Material for the task.
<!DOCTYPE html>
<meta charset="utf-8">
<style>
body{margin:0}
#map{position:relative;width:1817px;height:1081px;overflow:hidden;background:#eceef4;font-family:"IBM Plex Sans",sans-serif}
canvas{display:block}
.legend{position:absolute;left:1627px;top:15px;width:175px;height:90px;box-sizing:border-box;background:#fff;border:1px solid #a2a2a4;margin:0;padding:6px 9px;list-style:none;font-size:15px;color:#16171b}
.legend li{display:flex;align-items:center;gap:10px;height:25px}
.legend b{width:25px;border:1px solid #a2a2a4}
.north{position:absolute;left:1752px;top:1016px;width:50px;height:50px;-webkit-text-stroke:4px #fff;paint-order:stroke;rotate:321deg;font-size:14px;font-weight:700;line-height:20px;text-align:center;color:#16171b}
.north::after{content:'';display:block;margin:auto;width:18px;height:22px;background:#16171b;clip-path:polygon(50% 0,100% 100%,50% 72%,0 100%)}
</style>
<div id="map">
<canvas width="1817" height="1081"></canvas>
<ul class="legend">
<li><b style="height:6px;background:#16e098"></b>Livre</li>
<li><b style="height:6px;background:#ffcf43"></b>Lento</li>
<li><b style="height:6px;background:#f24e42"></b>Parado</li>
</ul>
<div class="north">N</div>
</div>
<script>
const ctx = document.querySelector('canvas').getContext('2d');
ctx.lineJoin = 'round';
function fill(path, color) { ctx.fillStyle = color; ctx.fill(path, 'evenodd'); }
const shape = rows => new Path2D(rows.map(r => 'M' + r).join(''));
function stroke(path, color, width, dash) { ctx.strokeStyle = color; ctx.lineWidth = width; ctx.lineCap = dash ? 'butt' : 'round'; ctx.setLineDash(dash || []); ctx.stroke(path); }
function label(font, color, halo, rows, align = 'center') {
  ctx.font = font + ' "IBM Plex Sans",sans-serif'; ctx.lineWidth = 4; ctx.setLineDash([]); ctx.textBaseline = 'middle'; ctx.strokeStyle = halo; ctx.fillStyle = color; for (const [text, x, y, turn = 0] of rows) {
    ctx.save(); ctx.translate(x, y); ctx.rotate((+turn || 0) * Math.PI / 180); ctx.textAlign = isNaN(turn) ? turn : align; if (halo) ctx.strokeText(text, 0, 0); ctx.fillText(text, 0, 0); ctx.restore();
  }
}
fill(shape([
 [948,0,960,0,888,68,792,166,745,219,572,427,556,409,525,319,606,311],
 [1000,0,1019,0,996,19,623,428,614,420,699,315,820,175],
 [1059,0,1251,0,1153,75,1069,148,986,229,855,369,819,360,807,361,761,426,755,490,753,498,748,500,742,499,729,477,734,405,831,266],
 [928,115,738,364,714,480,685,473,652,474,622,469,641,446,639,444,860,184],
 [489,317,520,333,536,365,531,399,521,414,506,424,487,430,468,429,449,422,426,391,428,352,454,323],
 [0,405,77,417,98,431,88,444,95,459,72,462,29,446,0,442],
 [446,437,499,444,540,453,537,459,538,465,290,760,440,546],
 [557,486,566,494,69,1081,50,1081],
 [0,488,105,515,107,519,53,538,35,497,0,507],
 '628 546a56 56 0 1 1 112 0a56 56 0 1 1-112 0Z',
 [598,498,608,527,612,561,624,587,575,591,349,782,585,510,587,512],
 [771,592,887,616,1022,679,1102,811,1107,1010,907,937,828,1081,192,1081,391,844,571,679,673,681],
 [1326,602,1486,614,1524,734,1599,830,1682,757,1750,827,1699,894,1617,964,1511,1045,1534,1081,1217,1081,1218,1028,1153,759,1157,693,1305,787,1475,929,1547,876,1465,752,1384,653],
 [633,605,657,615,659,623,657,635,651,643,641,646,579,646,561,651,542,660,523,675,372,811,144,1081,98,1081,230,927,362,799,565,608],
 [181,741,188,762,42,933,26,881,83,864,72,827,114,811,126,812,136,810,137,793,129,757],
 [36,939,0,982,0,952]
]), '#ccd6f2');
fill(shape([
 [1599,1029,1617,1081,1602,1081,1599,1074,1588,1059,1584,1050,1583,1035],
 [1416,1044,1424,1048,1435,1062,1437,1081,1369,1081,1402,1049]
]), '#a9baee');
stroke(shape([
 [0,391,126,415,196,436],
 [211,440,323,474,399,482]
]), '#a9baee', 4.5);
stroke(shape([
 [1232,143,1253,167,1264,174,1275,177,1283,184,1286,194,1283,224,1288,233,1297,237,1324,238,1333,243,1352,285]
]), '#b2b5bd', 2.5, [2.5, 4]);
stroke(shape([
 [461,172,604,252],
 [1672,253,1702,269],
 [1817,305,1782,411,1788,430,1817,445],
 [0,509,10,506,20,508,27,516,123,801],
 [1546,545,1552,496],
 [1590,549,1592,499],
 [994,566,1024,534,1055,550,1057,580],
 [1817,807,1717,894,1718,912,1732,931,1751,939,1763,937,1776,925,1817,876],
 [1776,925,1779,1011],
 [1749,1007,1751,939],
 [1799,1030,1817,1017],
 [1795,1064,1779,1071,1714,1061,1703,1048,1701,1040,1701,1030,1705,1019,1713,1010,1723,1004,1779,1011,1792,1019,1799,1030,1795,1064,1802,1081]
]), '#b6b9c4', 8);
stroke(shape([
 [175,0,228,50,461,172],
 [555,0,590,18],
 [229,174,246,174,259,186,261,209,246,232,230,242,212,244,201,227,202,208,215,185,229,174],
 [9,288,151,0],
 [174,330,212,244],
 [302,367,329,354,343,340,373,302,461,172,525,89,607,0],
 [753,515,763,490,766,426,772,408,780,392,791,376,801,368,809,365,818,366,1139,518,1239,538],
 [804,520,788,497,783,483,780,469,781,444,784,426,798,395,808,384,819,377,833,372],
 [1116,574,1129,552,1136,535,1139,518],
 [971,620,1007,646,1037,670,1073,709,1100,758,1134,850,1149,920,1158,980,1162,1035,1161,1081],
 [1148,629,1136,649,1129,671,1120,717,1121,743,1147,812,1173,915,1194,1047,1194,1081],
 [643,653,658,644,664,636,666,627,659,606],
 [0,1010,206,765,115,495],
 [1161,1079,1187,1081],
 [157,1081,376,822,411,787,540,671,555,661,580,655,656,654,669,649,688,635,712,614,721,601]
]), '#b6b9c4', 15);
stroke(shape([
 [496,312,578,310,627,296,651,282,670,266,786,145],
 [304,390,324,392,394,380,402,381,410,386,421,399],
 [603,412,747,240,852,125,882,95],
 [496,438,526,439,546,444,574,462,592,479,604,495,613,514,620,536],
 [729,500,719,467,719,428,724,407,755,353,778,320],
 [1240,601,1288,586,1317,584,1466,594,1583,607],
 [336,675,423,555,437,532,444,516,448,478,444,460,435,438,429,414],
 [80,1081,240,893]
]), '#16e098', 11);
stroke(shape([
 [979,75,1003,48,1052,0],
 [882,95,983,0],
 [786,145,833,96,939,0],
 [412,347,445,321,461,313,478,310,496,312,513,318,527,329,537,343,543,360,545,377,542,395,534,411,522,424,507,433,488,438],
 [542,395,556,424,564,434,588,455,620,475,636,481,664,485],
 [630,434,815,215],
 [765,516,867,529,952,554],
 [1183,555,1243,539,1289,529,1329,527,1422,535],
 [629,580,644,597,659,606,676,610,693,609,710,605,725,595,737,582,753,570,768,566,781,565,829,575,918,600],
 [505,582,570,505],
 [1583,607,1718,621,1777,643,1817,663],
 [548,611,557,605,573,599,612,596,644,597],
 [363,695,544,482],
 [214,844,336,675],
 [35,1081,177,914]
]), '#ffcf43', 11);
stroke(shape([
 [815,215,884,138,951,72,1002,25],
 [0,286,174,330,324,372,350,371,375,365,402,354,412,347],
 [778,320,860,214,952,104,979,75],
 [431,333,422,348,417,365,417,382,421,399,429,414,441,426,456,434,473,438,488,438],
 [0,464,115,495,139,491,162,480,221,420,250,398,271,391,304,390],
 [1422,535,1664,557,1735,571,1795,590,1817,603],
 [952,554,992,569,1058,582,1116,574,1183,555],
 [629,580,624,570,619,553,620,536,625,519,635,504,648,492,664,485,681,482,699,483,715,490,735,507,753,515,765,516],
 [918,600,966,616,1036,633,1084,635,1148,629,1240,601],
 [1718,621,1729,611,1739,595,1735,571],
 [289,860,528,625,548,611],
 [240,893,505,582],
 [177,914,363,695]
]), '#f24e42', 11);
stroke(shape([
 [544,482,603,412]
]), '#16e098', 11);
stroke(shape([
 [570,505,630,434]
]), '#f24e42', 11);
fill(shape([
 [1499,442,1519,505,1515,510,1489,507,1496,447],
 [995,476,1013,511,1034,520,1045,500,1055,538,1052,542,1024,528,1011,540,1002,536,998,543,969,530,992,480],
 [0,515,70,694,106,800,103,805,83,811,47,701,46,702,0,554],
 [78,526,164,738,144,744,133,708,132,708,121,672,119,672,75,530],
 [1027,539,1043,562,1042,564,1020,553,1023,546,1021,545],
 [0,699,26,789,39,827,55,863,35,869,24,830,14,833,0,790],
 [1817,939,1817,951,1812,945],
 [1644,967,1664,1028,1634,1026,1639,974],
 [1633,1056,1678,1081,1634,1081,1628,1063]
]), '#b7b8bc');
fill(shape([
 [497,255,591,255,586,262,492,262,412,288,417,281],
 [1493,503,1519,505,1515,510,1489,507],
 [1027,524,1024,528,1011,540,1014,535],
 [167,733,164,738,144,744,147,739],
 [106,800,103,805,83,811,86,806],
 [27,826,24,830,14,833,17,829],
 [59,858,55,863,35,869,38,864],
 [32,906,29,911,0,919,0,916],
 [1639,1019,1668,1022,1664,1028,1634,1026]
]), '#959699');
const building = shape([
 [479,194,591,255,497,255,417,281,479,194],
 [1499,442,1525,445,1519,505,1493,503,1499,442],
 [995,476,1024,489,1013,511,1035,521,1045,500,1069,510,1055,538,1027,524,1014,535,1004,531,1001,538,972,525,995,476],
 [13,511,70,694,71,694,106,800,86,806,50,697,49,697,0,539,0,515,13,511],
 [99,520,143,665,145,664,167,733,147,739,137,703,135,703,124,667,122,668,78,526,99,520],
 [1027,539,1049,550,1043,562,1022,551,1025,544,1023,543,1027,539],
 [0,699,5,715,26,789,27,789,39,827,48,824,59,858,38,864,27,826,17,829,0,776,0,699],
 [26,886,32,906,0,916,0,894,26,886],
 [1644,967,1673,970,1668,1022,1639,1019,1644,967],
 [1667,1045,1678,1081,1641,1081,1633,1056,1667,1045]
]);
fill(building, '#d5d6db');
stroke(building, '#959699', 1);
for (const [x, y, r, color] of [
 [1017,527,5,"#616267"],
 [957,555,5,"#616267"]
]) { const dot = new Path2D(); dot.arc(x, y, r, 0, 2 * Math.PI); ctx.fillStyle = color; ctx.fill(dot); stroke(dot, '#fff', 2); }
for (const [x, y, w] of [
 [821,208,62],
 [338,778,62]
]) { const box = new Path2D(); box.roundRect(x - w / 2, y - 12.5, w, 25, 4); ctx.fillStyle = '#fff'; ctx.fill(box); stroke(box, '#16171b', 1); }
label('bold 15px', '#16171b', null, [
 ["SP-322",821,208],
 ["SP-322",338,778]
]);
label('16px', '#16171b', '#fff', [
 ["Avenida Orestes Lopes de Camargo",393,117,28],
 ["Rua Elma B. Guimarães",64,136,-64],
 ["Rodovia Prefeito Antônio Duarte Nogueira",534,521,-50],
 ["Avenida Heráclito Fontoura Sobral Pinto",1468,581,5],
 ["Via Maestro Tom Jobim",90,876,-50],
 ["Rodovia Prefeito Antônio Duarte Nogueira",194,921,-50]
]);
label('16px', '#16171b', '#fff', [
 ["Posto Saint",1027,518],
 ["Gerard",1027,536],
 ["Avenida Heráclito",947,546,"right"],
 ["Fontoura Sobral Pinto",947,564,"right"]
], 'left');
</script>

Work item. Please give an exact copy of the entries above, from the line with "ctx.lineJoin = 'round';" down to the line with "function label(font, color, halo, rows, align", inclusive, and nothing else.

Written answer.
ctx.lineJoin = 'round';
function fill(path, color) { ctx.fillStyle = color; ctx.fill(path, 'evenodd'); }
const shape = rows => new Path2D(rows.map(r => 'M' + r).join(''));
function stroke(path, color, width, dash) { ctx.strokeStyle = color; ctx.lineWidth = width; ctx.lineCap = dash ? 'butt' : 'round'; ctx.setLineDash(dash || []); ctx.stroke(path); }
function label(font, color, halo, rows, align = 'center') {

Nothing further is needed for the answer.